Dtronics also makes a programmer for the D-50, which is far more reasonably priced (here). It seems cool, but I have no experience with it. I imagine it would suffer the same design ‘flaws’ that the original does. In fact, I would argue Patchbase (or other computer-based software) is probably going to provide the smoothest user experience because parameters do update when you switch between partials and parts, although this option does lack hands-on knobs/sliders.
A final note, which relates somewhat to The Interface. Roland seems to love “Upper” and “Lower” parts for their synthesizers. I don’t know where the heritage began and I’m not writing a thesis on it, but I know that it started at least back with the Roland Jupiter-8. I just double-checked its manual and, yep, it’s there and really doesn’t make sense to me. The Roland D-50 uses this concept. The System 8 (unsurprisingly) uses this concept (and its performance mode that makes use of these parts is really an exercise in patience). The D-50 at least saves everything as a single patch, even though the Upper and Lower parts are separate. I’m not sure you can save edits on the Jupiter-8 in ‘Dual’ mode. On the System 8, you can, but it requires some fun menu diving and I just avoid it like the plague.
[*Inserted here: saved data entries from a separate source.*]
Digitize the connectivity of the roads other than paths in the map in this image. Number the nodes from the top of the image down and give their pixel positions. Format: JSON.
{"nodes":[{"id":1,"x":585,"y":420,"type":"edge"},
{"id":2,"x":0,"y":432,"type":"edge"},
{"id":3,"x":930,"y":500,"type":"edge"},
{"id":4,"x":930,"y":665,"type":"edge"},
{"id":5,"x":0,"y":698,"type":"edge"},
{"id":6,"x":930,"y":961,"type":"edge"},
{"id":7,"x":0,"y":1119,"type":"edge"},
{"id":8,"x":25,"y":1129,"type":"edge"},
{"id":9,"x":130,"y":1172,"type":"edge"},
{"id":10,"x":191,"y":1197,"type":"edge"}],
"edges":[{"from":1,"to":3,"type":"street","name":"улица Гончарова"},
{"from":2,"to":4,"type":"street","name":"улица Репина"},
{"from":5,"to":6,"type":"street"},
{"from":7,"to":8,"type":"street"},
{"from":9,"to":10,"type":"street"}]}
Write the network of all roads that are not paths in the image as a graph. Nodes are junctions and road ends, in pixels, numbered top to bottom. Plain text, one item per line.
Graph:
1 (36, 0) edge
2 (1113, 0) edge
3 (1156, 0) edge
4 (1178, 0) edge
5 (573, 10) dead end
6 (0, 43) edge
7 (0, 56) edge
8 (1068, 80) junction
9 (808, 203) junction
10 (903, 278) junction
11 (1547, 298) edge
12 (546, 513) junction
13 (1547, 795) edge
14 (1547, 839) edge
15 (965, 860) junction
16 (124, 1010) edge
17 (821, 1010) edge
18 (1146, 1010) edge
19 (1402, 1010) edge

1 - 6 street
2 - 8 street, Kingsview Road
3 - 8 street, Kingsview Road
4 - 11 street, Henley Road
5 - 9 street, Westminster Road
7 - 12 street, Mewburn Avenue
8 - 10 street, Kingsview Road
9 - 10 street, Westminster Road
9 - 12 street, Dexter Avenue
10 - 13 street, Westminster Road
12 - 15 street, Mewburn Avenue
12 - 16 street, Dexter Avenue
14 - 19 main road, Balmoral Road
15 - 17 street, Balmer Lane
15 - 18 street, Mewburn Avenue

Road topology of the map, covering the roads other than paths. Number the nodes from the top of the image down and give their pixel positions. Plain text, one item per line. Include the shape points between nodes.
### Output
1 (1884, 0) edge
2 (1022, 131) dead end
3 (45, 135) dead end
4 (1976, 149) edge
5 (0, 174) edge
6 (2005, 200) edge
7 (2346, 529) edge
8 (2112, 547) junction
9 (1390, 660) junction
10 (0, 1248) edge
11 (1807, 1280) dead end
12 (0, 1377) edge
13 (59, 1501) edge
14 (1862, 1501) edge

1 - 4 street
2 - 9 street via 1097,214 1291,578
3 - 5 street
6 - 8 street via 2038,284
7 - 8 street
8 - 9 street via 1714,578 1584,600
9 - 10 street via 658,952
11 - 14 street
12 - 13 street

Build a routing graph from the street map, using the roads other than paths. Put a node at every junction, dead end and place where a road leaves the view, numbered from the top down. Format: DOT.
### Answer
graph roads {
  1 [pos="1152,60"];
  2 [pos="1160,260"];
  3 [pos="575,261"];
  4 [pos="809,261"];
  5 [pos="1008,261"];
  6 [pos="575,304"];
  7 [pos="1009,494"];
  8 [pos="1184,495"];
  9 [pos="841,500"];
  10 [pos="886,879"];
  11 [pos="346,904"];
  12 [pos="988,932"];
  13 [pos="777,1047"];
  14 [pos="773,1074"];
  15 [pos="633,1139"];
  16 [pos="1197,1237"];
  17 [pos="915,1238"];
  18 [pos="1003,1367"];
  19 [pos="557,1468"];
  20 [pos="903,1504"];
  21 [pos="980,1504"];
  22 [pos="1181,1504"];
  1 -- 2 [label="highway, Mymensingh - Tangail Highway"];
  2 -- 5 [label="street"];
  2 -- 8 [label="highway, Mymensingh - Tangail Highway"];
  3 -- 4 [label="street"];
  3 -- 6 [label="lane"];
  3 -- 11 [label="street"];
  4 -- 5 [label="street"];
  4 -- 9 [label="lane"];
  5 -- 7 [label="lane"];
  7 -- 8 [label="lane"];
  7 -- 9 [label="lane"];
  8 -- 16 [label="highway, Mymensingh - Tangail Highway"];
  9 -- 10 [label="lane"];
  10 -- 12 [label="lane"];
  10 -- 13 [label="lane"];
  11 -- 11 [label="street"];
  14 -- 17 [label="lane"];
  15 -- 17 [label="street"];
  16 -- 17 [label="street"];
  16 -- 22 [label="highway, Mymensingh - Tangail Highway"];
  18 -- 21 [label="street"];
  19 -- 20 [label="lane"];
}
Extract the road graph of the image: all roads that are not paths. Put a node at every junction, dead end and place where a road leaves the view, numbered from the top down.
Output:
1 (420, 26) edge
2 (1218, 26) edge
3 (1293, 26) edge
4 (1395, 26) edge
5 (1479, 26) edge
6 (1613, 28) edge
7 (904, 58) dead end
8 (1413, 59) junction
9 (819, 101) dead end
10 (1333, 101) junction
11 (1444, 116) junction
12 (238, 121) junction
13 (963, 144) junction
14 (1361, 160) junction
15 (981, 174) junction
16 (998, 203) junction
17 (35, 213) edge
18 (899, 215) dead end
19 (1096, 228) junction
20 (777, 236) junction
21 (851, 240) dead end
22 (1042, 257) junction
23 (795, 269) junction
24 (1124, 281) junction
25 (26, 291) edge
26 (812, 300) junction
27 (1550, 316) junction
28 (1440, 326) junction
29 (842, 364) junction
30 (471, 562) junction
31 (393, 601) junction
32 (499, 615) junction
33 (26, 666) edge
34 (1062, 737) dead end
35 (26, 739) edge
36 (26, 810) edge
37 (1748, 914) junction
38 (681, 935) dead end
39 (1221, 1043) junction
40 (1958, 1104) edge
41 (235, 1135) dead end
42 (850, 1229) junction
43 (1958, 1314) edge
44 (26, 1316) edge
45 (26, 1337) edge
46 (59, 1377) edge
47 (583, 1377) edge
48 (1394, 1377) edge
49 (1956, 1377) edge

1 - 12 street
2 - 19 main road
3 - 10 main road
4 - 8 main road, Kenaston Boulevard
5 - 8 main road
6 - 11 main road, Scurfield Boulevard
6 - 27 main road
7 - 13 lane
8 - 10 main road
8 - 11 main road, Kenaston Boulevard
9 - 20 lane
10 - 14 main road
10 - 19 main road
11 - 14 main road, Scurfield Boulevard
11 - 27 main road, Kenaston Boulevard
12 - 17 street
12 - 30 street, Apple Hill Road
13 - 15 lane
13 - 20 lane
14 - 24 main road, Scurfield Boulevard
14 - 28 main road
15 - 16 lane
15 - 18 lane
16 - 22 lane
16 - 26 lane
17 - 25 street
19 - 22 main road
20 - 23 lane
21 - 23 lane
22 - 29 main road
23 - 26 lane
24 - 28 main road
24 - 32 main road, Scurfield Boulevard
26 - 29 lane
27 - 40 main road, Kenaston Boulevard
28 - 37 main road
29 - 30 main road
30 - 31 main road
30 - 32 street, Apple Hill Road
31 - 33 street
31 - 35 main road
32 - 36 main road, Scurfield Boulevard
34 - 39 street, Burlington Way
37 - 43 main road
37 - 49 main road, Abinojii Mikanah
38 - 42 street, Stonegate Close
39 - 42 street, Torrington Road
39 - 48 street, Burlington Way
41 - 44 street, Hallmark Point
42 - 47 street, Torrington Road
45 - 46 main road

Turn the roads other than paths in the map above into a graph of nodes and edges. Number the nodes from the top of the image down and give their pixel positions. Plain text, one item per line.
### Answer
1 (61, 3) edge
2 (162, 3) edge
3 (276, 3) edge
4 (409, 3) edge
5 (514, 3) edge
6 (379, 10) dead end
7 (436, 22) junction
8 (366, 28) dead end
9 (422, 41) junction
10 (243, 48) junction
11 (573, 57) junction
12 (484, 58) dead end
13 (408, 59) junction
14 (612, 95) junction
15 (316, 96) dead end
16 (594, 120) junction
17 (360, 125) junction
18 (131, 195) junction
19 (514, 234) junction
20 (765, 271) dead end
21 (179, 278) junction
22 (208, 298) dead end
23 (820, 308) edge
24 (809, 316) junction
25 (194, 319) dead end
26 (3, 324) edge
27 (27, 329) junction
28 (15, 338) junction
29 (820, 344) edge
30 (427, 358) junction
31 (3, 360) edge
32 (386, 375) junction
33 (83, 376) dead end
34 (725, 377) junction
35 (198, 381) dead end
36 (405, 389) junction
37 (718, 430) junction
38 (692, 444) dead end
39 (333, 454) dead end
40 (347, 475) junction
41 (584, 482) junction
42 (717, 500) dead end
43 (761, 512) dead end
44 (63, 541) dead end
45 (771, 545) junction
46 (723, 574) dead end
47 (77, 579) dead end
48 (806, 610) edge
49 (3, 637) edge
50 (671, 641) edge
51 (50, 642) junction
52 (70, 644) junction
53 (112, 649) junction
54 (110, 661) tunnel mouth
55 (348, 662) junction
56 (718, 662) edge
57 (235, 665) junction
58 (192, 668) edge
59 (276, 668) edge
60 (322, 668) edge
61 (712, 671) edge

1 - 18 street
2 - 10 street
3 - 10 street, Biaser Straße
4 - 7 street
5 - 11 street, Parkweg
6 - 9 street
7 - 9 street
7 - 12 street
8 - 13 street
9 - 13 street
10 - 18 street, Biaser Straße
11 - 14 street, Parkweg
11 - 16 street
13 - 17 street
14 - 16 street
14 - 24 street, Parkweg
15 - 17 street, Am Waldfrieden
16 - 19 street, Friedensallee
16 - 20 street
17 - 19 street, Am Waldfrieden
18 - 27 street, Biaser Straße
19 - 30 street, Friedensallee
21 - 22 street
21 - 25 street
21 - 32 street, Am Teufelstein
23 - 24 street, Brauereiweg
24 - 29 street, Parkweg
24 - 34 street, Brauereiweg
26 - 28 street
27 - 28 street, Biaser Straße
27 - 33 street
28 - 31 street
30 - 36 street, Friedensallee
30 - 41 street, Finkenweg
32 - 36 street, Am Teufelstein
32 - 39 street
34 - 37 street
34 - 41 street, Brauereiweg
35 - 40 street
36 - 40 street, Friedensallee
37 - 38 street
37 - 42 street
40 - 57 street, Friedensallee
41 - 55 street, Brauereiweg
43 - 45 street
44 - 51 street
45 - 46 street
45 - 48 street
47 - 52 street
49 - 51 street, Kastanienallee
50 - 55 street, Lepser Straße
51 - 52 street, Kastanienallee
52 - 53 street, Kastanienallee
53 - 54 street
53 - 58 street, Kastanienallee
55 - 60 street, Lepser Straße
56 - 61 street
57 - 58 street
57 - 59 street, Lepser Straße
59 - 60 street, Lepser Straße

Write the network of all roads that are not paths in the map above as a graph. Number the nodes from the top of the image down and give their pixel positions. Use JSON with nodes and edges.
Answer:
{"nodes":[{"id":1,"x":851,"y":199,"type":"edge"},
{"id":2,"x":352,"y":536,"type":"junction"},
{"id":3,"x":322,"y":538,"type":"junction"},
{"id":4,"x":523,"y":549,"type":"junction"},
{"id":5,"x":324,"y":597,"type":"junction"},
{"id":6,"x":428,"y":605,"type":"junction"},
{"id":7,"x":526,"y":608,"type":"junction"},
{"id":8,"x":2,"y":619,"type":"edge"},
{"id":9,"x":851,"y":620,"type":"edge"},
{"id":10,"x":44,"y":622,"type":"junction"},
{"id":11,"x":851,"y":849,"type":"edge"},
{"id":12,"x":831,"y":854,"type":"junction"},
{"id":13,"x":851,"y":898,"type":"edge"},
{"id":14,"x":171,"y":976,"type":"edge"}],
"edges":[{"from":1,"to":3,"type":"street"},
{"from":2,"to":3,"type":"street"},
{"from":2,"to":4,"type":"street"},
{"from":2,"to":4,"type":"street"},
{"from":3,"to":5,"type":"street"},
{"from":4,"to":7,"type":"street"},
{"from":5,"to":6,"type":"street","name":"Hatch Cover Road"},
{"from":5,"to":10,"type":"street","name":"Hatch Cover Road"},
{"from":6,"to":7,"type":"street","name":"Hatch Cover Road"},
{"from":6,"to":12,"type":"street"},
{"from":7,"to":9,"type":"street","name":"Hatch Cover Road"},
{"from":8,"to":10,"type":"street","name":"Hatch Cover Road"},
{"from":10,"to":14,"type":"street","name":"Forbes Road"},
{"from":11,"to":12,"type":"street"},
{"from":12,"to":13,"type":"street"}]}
Something about this whole concept makes me feel like they took a bad idea, and kept making it worse as they went along because they weren’t going to back down and admit it was bad.
The Roland D-50 was recently re-re-introduced (because I think Roland’s modus operandi is to put a new coat of lipstick on old mannequins) as a boutique model, the Roland D-05. From what I’ve heard (YouTube videos being my source), it gets close, but it was missing something I couldn’t quite explain. Of course, since it was a boutique model and only a limited supply was produced (and is now out of production), the world can experience the joy of surging used prices of that as well.
One thing that I found odd with my D-50 and I believe is an issue in general with the D-50, is that the D-50 is sluggish to respond to MIDI. It always sounded a bit ‘late’ in responding to incoming data. I do not know is was solved in the boutique model. A friend had told me they hadn’t noticed any latency issues, but I look back and wonder if they had really assessed it properly (not that I had either).
The D-50 competed back in the 80’s with the Yamaha DX7 (which is also great) and the Korg M1 (which is not so great). If I had to pick one of those three, it would be the DX7 (the original, not the DX7II) because I find FM synthesis way more interesting on a number of levels. Also, I actually prefer the interface of the DX7 and it’s bigger brother, the SY77, over the D-50. In fact, the SY77 basically does LA synthesis based on the criteria Roland used in marketing LA synthesis.
To end, the Roland D-50 has a sleek design, sounds great, and as some (who?) have argued, it might be the earliest Virtual Analog synthesizer produced. It is a very deep and powerful synthesizer, and although I didn’t mention it earlier, I think the keybed feels pretty good. It’s surprising just how much is under the hood, considering when it was made. Unfortunately, the user interface left me pretty uninspired.